Lipids extraction and fatty acids methyl ester (FAME) analysis

Bacterial aliquots were collected in triplicate at the mid-log phase (A₅₈₀ = 0.4) and pelleted by centrifugation. After removal of supernatant and three washes with sterile saline solution, bacteria were centrifuged at 4 °C (13,000 × g) for 15 minutes. Aliquots were resuspended in deionized water and lyophilized using a Heto PowerDry PL9000-50/HSC500 Freeze Dryer (Thermo Fisher Scientific, Saint-Herblain, France).
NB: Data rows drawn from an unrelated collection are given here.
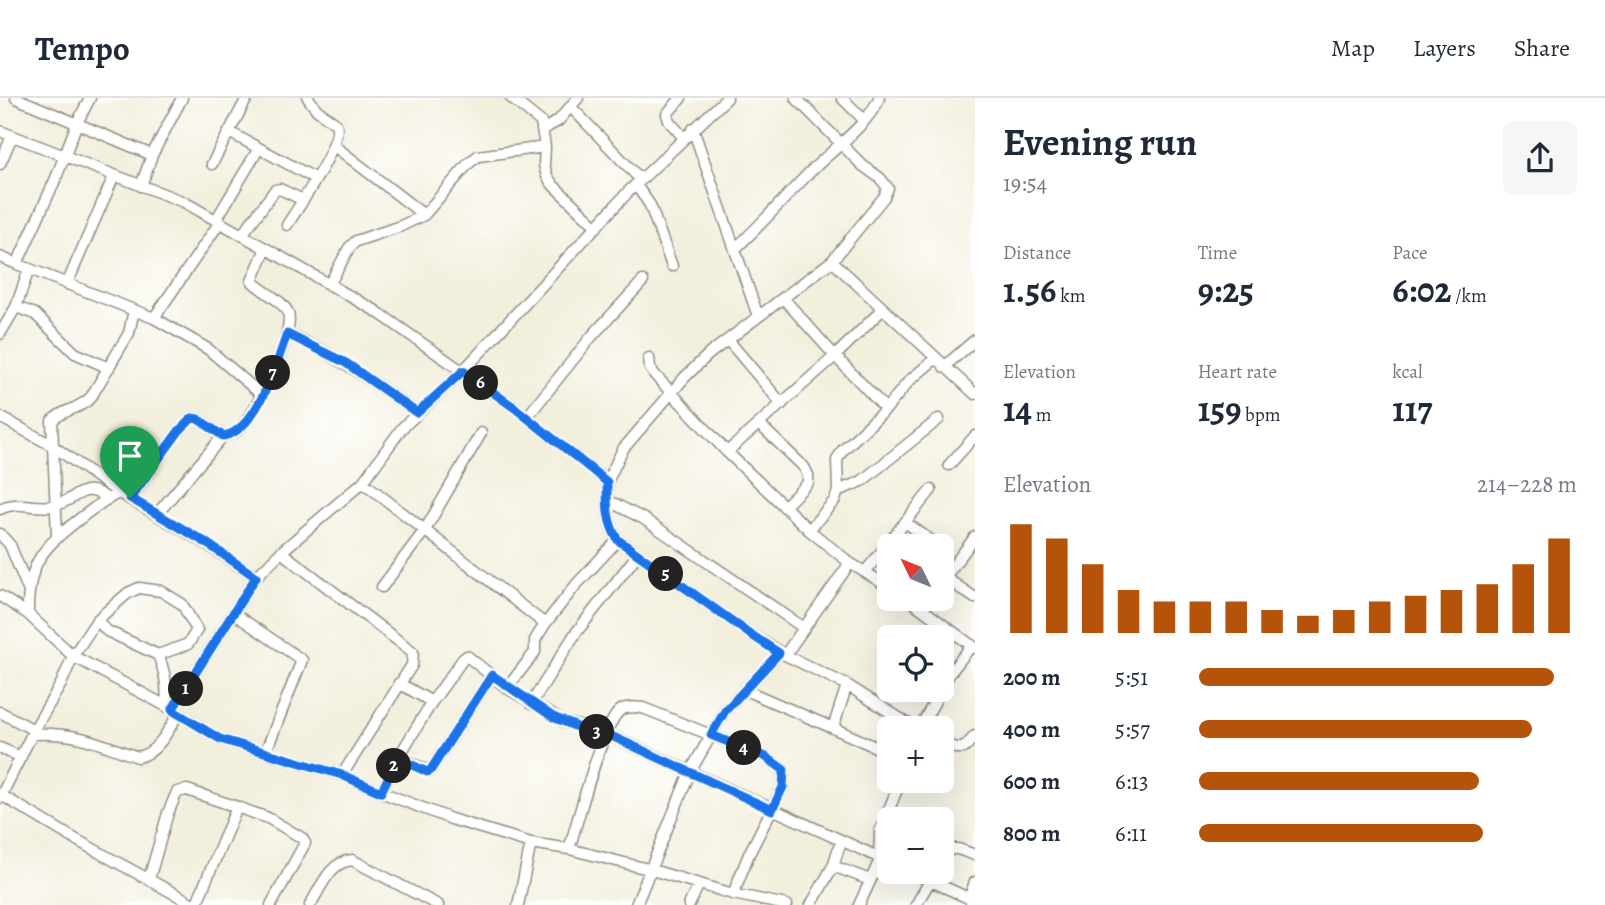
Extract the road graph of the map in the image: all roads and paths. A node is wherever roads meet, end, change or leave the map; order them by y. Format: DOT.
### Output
graph roads {
  1 [pos="16,98"];
  2 [pos="90,98"];
  3 [pos="183,98"];
  4 [pos="247,98"];
  5 [pos="308,98"];
  6 [pos="511,98"];
  7 [pos="681,98"];
  8 [pos="727,98"];
  9 [pos="796,98"];
  10 [pos="842,98"];
  11 [pos="879,98"];
  12 [pos="574,103"];
  13 [pos="864,120"];
  14 [pos="77,123"];
  15 [pos="693,129"];
  16 [pos="542,130"];
  17 [pos="0,131"];
  18 [pos="229,132"];
  19 [pos="12,136"];
  20 [pos="684,138"];
  21 [pos="840,142"];
  22 [pos="333,145"];
  23 [pos="545,146"];
  24 [pos="260,148"];
  25 [pos="152,155"];
  26 [pos="64,157"];
  27 [pos="0,164"];
  28 [pos="212,164"];
  29 [pos="114,176"];
  30 [pos="316,179"];
  31 [pos="639,183"];
  32 [pos="141,186"];
  33 [pos="303,200"];
  34 [pos="424,215"];
  35 [pos="218,221"];
  36 [pos="287,225"];
  37 [pos="597,227"];
  38 [pos="242,235"];
  39 [pos="266,248"];
  40 [pos="736,248"];
  41 [pos="0,257"];
  42 [pos="831,261"];
  43 [pos="17,264"];
  44 [pos="672,267"];
  45 [pos="29,269"];
  46 [pos="643,281"];
  47 [pos="67,284"];
  48 [pos="329,285"];
  49 [pos="783,298"];
  50 [pos="16,307"];
  51 [pos="883,309"];
  52 [pos="134,310"];
  53 [pos="758,316"];
  54 [pos="155,318"];
  55 [pos="0,334"];
  56 [pos="287,334"];
  57 [pos="728,340"];
  58 [pos="975,340"];
  59 [pos="835,356"];
  60 [pos="649,358"];
  61 [pos="934,359"];
  62 [pos="944,367"];
  63 [pos="109,368"];
  64 [pos="463,371"];
  65 [pos="672,392"];
  66 [pos="975,394"];
  67 [pos="262,395"];
  68 [pos="782,404"];
  69 [pos="886,409"];
  70 [pos="417,413"];
  71 [pos="527,417"];
  72 [pos="0,418"];
  73 [pos="939,419"];
  74 [pos="759,424"];
  75 [pos="481,433"];
  76 [pos="223,436"];
  77 [pos="975,436"];
  78 [pos="53,446"];
  79 [pos="727,452"];
  80 [pos="948,465"];
  81 [pos="363,482"];
  82 [pos="607,482"];
  83 [pos="838,491"];
  84 [pos="931,491"];
  85 [pos="119,493"];
  86 [pos="106,498"];
  87 [pos="130,498"];
  88 [pos="607,500"];
  89 [pos="55,506"];
  90 [pos="784,508"];
  91 [pos="0,509"];
  92 [pos="157,514"];
  93 [pos="905,522"];
  94 [pos="425,530"];
  95 [pos="809,530"];
  96 [pos="0,534"];
  97 [pos="922,534"];
  98 [pos="57,535"];
  99 [pos="975,537"];
  100 [pos="618,540"];
  101 [pos="281,552"];
  102 [pos="638,554"];
  103 [pos="954,556"];
  104 [pos="958,559"];
  105 [pos="850,563"];
  106 [pos="954,564"];
  107 [pos="866,572"];
  108 [pos="256,577"];
  109 [pos="877,579"];
  110 [pos="954,586"];
  111 [pos="382,587"];
  112 [pos="28,589"];
  113 [pos="0,596"];
  114 [pos="975,598"];
  115 [pos="924,611"];
  116 [pos="233,613"];
  117 [pos="29,614"];
  118 [pos="97,620"];
  119 [pos="545,624"];
  120 [pos="804,628"];
  121 [pos="974,646"];
  122 [pos="782,654"];
  123 [pos="158,655"];
  124 [pos="73,656"];
  125 [pos="954,668"];
  126 [pos="492,675"];
  127 [pos="399,683"];
  128 [pos="847,685"];
  129 [pos="507,688"];
  130 [pos="745,690"];
  131 [pos="432,702"];
  132 [pos="531,704"];
  133 [pos="172,710"];
  134 [pos="0,712"];
  135 [pos="898,716"];
  136 [pos="833,728"];
  137 [pos="33,732"];
  138 [pos="607,734"];
  139 [pos="711,735"];
  140 [pos="975,736"];
  141 [pos="0,748"];
  142 [pos="877,748"];
  143 [pos="954,748"];
  144 [pos="266,751"];
  145 [pos="21,757"];
  146 [pos="398,758"];
  147 [pos="690,772"];
  148 [pos="342,775"];
  149 [pos="381,792"];
  150 [pos="1,797"];
  151 [pos="237,807"];
  152 [pos="772,810"];
  153 [pos="841,841"];
  154 [pos="531,843"];
  155 [pos="569,849"];
  156 [pos="954,849"];
  157 [pos="975,855"];
  158 [pos="877,857"];
  159 [pos="833,866"];
  160 [pos="652,870"];
  161 [pos="877,871"];
  162 [pos="149,879"];
  163 [pos="870,880"];
  164 [pos="975,882"];
  165 [pos="699,884"];
  166 [pos="928,884"];
  167 [pos="946,884"];
  168 [pos="733,894"];
  169 [pos="972,900"];
  170 [pos="196,905"];
  171 [pos="271,905"];
  172 [pos="310,905"];
  173 [pos="438,905"];
  174 [pos="518,905"];
  175 [pos="636,905"];
  176 [pos="689,905"];
  177 [pos="786,905"];
  178 [pos="811,905"];
  179 [pos="859,905"];
  180 [pos="916,905"];
  1 -- 14 [label="street"];
  2 -- 14 [label="street"];
  3 -- 25 [label="street"];
  4 -- 18 [label="street"];
  5 -- 22 [label="street"];
  6 -- 16 [label="street"];
  7 -- 20 [label="street"];
  8 -- 15 [label="street"];
  9 -- 21 [label="street"];
  10 -- 13 [label="street"];
  11 -- 13 [label="street"];
  12 -- 16 [label="street"];
  12 -- 31 [label="street"];
  13 -- 21 [label="street"];
  14 -- 25 [label="street"];
  14 -- 26 [label="street"];
  15 -- 20 [label="street"];
  15 -- 40 [label="street"];
  16 -- 23 [label="street"];
  17 -- 19 [label="street"];
  18 -- 24 [label="street"];
  18 -- 28 [label="street"];
  19 -- 26 [label="street"];
  19 -- 27 [label="street"];
  20 -- 31 [label="street"];
  21 -- 40 [label="street"];
  21 -- 42 [label="street"];
  22 -- 30 [label="street"];
  22 -- 34 [label="street"];
  23 -- 34 [label="street"];
  23 -- 37 [label="street"];
  24 -- 30 [label="street"];
  24 -- 35 [label="street"];
  25 -- 32 [label="street"];
  26 -- 29 [label="street"];
  26 -- 43 [label="street"];
  29 -- 32 [label="street"];
  29 -- 47 [label="street"];
  30 -- 33 [label="street"];
  31 -- 37 [label="street"];
  31 -- 44 [label="street"];
  32 -- 35 [label="street"];
  33 -- 36 [label="street"];
  33 -- 38 [label="street"];
  34 -- 48 [label="street"];
  35 -- 38 [label="street"];
  35 -- 54 [label="street"];
  37 -- 64 [label="street"];
  38 -- 39 [label="street"];
  39 -- 48 [label="street"];
  39 -- 56 [label="street"];
  40 -- 53 [label="street"];
  41 -- 43 [label="street"];
  42 -- 49 [label="street"];
  42 -- 51 [label="street"];
  43 -- 45 [label="street"];
  45 -- 47 [label="street"];
  45 -- 50 [label="street"];
  46 -- 71 [label="street"];
  47 -- 52 [label="street"];
  48 -- 64 [label="street"];
  49 -- 53 [label="street"];
  49 -- 59 [label="street"];
  50 -- 55 [label="street"];
  50 -- 63 [label="street"];
  51 -- 59 [label="street"];
  51 -- 61 [label="street"];
  52 -- 54 [label="street"];
  52 -- 63 [label="street"];
  53 -- 57 [label="street"];
  54 -- 67 [label="street"];
  56 -- 67 [label="street"];
  56 -- 70 [label="street"];
  57 -- 65 [label="street"];
  57 -- 68 [label="street"];
  58 -- 62 [label="street"];
  59 -- 68 [label="street"];
  59 -- 69 [label="street"];
  60 -- 65 [label="street"];
  61 -- 62 [label="street"];
  61 -- 69 [label="street"];
  62 -- 66 [label="street"];
  63 -- 78 [label="street"];
  64 -- 70 [label="street"];
  64 -- 71 [label="street"];
  65 -- 79 [label="street"];
  65 -- 82 [label="street"];
  67 -- 76 [label="street"];
  68 -- 74 [label="street"];
  69 -- 83 [label="street"];
  70 -- 81 [label="street"];
  71 -- 82 [label="street"];
  72 -- 78 [label="street"];
  73 -- 83 [label="street"];
  74 -- 79 [label="street"];
  74 -- 90 [label="street"];
  75 -- 94 [label="street"];
  76 -- 87 [label="street"];
  76 -- 92 [label="street"];
  77 -- 80 [label="street"];
  78 -- 85 [label="street"];
  78 -- 89 [label="street"];
  79 -- 90 [label="street"];
  81 -- 94 [label="street"];
  81 -- 101 [label="street"];
  82 -- 88 [label="street"];
  83 -- 95 [label="street"];
  84 -- 93 [label="street"];
  85 -- 86 [label="street"];
  85 -- 87 [label="street"];
  86 -- 89 [label="street"];
  86 -- 98 [label="street"];
  87 -- 92 [label="street"];
  88 -- 100 [label="street"];
  88 -- 120 [label="street"];
  89 -- 91 [label="street"];
  89 -- 98 [label="street"];
  90 -- 95 [label="street"];
  92 -- 108 [label="street"];
  93 -- 97 [label="street"];
  93 -- 107 [label="street"];
  94 -- 111 [label="street"];
  94 -- 119 [label="street"];
  95 -- 105 [label="street"];
  96 -- 112 [label="street"];
  98 -- 112 [label="street"];
  99 -- 104 [label="street"];
  100 -- 102 [label="street"];
  100 -- 119 [label="street"];
  101 -- 108 [label="street"];
  101 -- 127 [label="street"];
  102 -- 122 [label="street"];
  102 -- 132 [label="street"];
  103 -- 104 [label="street"];
  104 -- 106 [label="street"];
  105 -- 107 [label="street"];
  105 -- 120 [label="street"];
  107 -- 109 [label="street"];
  108 -- 116 [label="street"];
  110 -- 114 [label="street"];
  112 -- 117 [label="street"];
  113 -- 117 [label="street"];
  115 -- 121 [label="street"];
  116 -- 133 [label="street"];
  116 -- 144 [label="street"];
  117 -- 124 [label="street"];
  118 -- 123 [label="street"];
  118 -- 123 [label="street"];
  118 -- 124 [label="street"];
  119 -- 129 [label="street"];
  120 -- 122 [label="street"];
  121 -- 125 [label="street"];
  122 -- 128 [label="street"];
  122 -- 130 [label="street"];
  123 -- 133 [label="street"];
  124 -- 133 [label="street"];
  124 -- 137 [label="street"];
  126 -- 129 [label="street"];
  126 -- 131 [label="street"];
  126 -- 146 [label="street"];
  127 -- 131 [label="street"];
  127 -- 148 [label="street"];
  128 -- 135 [label="street"];
  128 -- 136 [label="street"];
  129 -- 132 [label="street"];
  130 -- 136 [label="street"];
  130 -- 139 [label="street"];
  131 -- 146 [label="street"];
  132 -- 138 [label="street"];
  133 -- 137 [label="street"];
  133 -- 144 [label="street"];
  134 -- 137 [label="street"];
  136 -- 142 [label="street"];
  137 -- 145 [label="street"];
  138 -- 139 [label="street"];
  138 -- 147 [label="street"];
  138 -- 155 [label="street"];
  139 -- 147 [label="street"];
  139 -- 152 [label="street"];
  140 -- 143 [label="street"];
  141 -- 145 [label="street"];
  144 -- 148 [label="street"];
  145 -- 150 [label="street"];
  146 -- 149 [label="street"];
  147 -- 152 [label="street"];
  147 -- 160 [label="street"];
  148 -- 149 [label="street"];
  149 -- 154 [label="street"];
  150 -- 162 [label="street"];
  151 -- 162 [label="street"];
  151 -- 170 [label="street"];
  151 -- 171 [label="street"];
  152 -- 153 [label="street"];
  152 -- 168 [label="street"];
  153 -- 158 [label="street"];
  153 -- 159 [label="street"];
  154 -- 155 [label="street"];
  154 -- 174 [label="street"];
  155 -- 160 [label="street"];
  156 -- 157 [label="street"];
  159 -- 163 [label="street"];
  159 -- 178 [label="street"];
  160 -- 165 [label="street"];
  160 -- 175 [label="street"];
  161 -- 163 [label="street"];
  162 -- 170 [label="street"];
  163 -- 179 [label="street"];
  164 -- 169 [label="street"];
  165 -- 168 [label="street"];
  165 -- 176 [label="street"];
  166 -- 180 [label="street"];
  167 -- 169 [label="street"];
  168 -- 177 [label="street"];
  172 -- 173 [label="street"];
}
Fatty acid methyl esters (FAME) were prepared by incubation for 15 min at 95 °C in a mix of 14% boron trifluoride (BF₃)/methanol followed by extraction with hexane as described by Morrison and Smith⁶³. FAMEs were separated and analyzed by gas chromatography (GC) coupled to flame ionization detection using an Agilent Technology, 6890 Network GC System, equipped with a split/splitless 7683 Series Injector. The samples were separated through a CP-Sil 88 capillary column (Chrompack, Middelburg, the Netherlands; length, 50 m; inner diameter, 0.25 mm; 0.25 mm film). FAMEs were identified by co-injection of reference standards obtained from Supelco (Bellefonte, Pennsylvania, USA) and were quantified on basis of their peak areas in total ion counts. The degree of FA saturation was determined as the ratio between the saturated FAs and the unsaturated FAs⁶⁴. All experiments were performed in triplicate.